Le Tribunal révolutionnaire de Téhéran n’est pas allé de
main morte lui-aussi puisqu’il a menacé de la peine de mort les agitateurs qui
chantaient des slogans hostiles au guide et aux Conservateurs qui ont d’ailleurs
rejoint les critiques de la rue contre Rohani, accusé d’être responsable des mauvais
résultats économiques. Le président a effectivement déçu ceux qui croyaient que
l’accord de 2015 sur le nucléaire allait permettre une reprise économique. La
confiance dans sa capacité à résoudre les problèmes a disparu.
Mais les mouvements de protestations ne sont ni
organisés, ni dirigés par un vrai leader. C’est certes un problème pour les
manifestants mais aussi pour le pouvoir en place. Le mécontentement est diffus
et profond mais s’il n’est pas géré, il peut vite tourner en mouvement de
type révolutionnaire. En absence de leader, le régime ne voit pas de mot
d’ordre clair qui peut lui permettre de riposter avec efficacité.
En réalité, il suffisait de laisser mûrir cette perte de
confiance qui s’est développée entre les Conservateurs et les modérés. Des institutions
étatiques et des fondations religieuses ainsi que le clergé étaient vent debout
depuis que Hassan Rohani les avait frontalement accusés de piller les deniers
publics. Il avait demandé aux parlementaires de «réduire les financements
de ces institutions, dont personne ne sait qui a la charge».
La rupture est totale entre la population et
ses dirigeants de tous bords. Les élites sont
attaquées et l’on ne voit pas comment peuvent être engagées de véritables
réformes. Il est prématuré de mesurer les conséquences de ces troubles dans le
pays.

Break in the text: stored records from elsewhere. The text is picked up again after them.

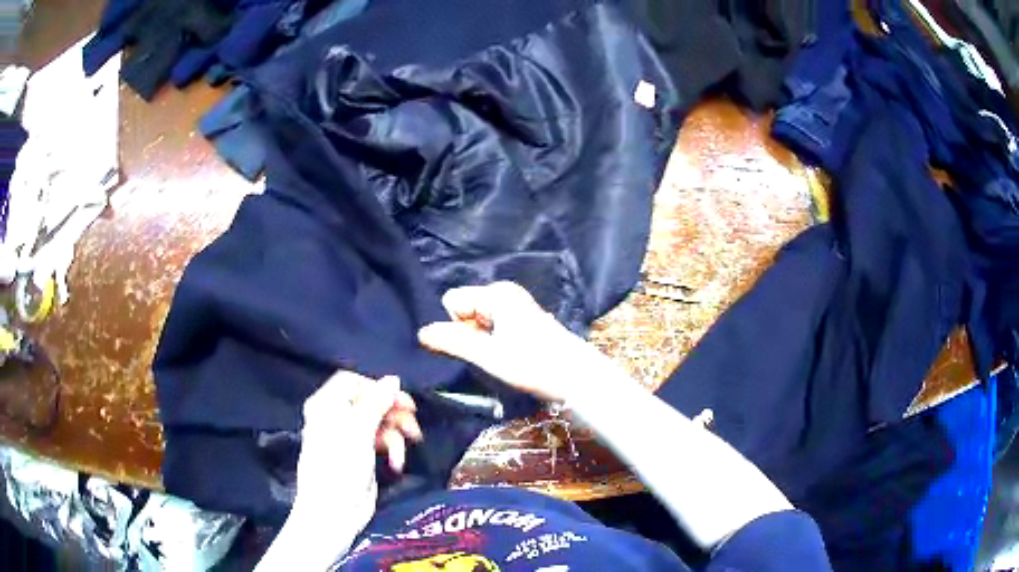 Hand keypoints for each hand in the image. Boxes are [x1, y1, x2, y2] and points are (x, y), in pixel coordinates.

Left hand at [293, 372, 421, 529]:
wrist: (334, 511)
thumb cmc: (340, 467)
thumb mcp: (359, 432)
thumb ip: (376, 403)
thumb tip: (393, 379)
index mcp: (327, 405)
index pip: (353, 382)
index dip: (377, 387)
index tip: (400, 399)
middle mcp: (336, 417)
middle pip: (370, 402)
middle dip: (393, 413)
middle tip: (413, 423)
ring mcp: (349, 437)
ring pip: (379, 423)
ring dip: (396, 434)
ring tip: (409, 446)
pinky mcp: (361, 454)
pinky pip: (381, 442)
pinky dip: (392, 449)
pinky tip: (396, 463)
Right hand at [417, 281, 627, 402]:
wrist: (578, 377)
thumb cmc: (534, 364)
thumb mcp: (488, 356)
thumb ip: (453, 342)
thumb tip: (421, 332)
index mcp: (496, 293)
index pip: (452, 301)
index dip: (457, 326)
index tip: (475, 346)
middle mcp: (505, 293)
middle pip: (465, 310)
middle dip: (468, 333)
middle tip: (488, 356)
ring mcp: (516, 306)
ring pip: (478, 321)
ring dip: (481, 341)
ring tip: (500, 359)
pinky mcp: (523, 321)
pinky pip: (493, 326)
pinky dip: (494, 342)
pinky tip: (510, 358)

Les
forces de sécurité ont entamé une contre-attaque qui a causé des morts car ils
savent qu’ils seront les premières victimes en cas de chute du régime.
Dans
l’attente d’un véritable leader de l’opposition, la technique consiste à se
montrer discret lorsque le régime semble vaciller.

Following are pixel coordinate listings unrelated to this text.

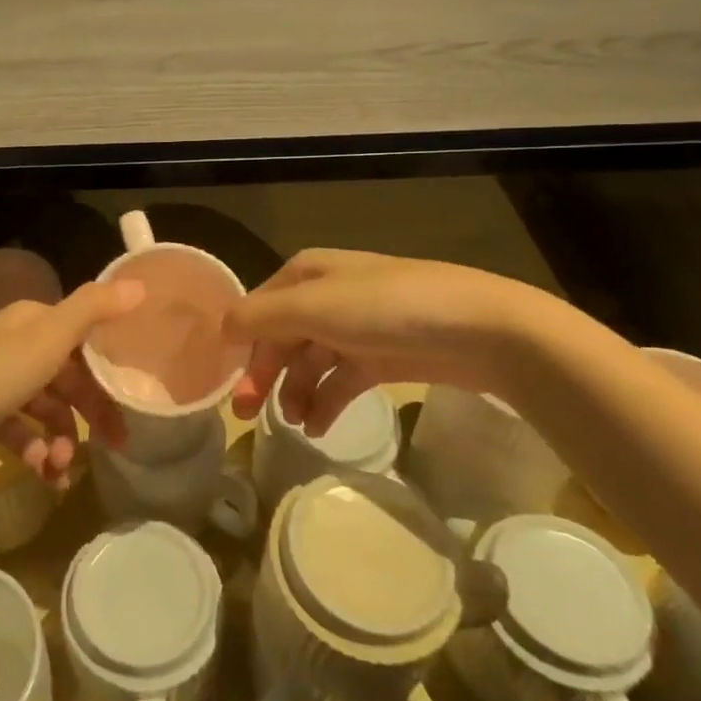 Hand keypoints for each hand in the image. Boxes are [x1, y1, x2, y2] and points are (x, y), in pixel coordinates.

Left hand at [0, 279, 143, 485]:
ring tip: (61, 471)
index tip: (135, 400)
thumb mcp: (48, 340)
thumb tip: (141, 285)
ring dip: (60, 440)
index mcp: (35, 321)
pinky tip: (39, 474)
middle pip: (70, 377)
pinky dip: (34, 450)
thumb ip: (94, 311)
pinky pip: (21, 431)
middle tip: (116, 447)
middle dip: (91, 414)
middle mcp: (19, 344)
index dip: (112, 368)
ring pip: (46, 409)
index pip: (87, 339)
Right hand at [226, 250, 549, 435]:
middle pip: (281, 337)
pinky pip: (340, 380)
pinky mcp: (381, 358)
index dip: (241, 345)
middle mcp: (326, 296)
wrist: (480, 329)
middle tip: (249, 415)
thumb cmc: (387, 309)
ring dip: (295, 392)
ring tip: (293, 425)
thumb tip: (220, 328)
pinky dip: (325, 402)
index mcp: (306, 274)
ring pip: (309, 362)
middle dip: (264, 374)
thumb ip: (261, 317)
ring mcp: (356, 327)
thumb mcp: (315, 307)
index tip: (228, 386)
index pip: (258, 309)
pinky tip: (317, 426) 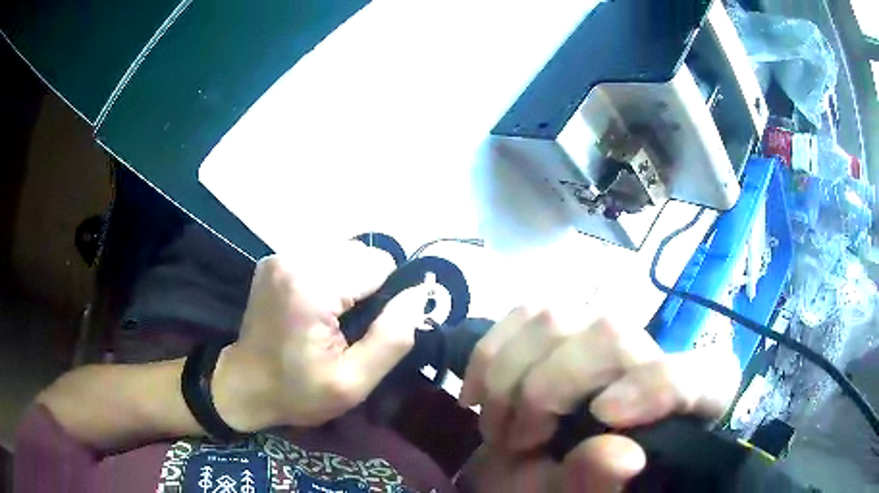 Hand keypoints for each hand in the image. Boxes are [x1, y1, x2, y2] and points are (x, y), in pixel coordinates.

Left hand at [215, 241, 429, 430]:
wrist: (245, 386)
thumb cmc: (298, 391)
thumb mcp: (353, 382)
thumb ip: (392, 339)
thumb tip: (419, 295)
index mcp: (311, 286)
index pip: (378, 264)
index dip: (385, 297)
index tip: (369, 328)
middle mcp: (294, 258)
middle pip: (360, 253)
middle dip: (366, 287)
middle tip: (350, 326)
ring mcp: (280, 255)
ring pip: (344, 252)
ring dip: (349, 281)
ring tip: (333, 317)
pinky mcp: (275, 259)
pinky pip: (323, 256)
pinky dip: (330, 278)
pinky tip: (317, 306)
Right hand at [457, 308, 739, 491]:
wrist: (547, 459)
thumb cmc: (575, 481)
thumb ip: (601, 481)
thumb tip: (620, 455)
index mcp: (686, 398)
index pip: (693, 374)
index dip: (654, 385)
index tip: (602, 415)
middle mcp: (652, 352)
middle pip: (612, 334)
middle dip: (546, 390)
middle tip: (514, 441)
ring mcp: (604, 330)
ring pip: (556, 317)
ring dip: (509, 376)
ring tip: (496, 424)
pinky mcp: (566, 322)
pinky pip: (522, 314)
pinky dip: (491, 354)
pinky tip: (480, 392)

Il ne faut pas l’aider à se distraire de ses problèmes. Sans intervention
extérieure, la population n’a pas d’autre choix que de se concentrer sur le régime qu'Israël et les États-Unis ont peut-être aidé à s’en sortir en intervenant; ils ont torpillé le mouvement de libération de l’Iran. Ces deux pays donnent
l’impression qu’ils s’adressent plus à leur public national qu’au public
iranien.
L’avenir
est incertain car les manifestants de 2017 sont complétement
différents de ceux de la révolution verte de 2009. Ceux d’aujourd’hui sont
largement non hiérarchisés, mécontents et apolitiques. Leurs demandes sont
radicales et contradictoires et pas canalisées par un chef incontestable. Soit les
manifestants arrivent à balayer tout sur leur passage comme un tsunami, soit,
comme en 2009, ils rentrent dans le rang et choisissent de se faire oublier
jusqu’à l’arrivée d’un Messie politique.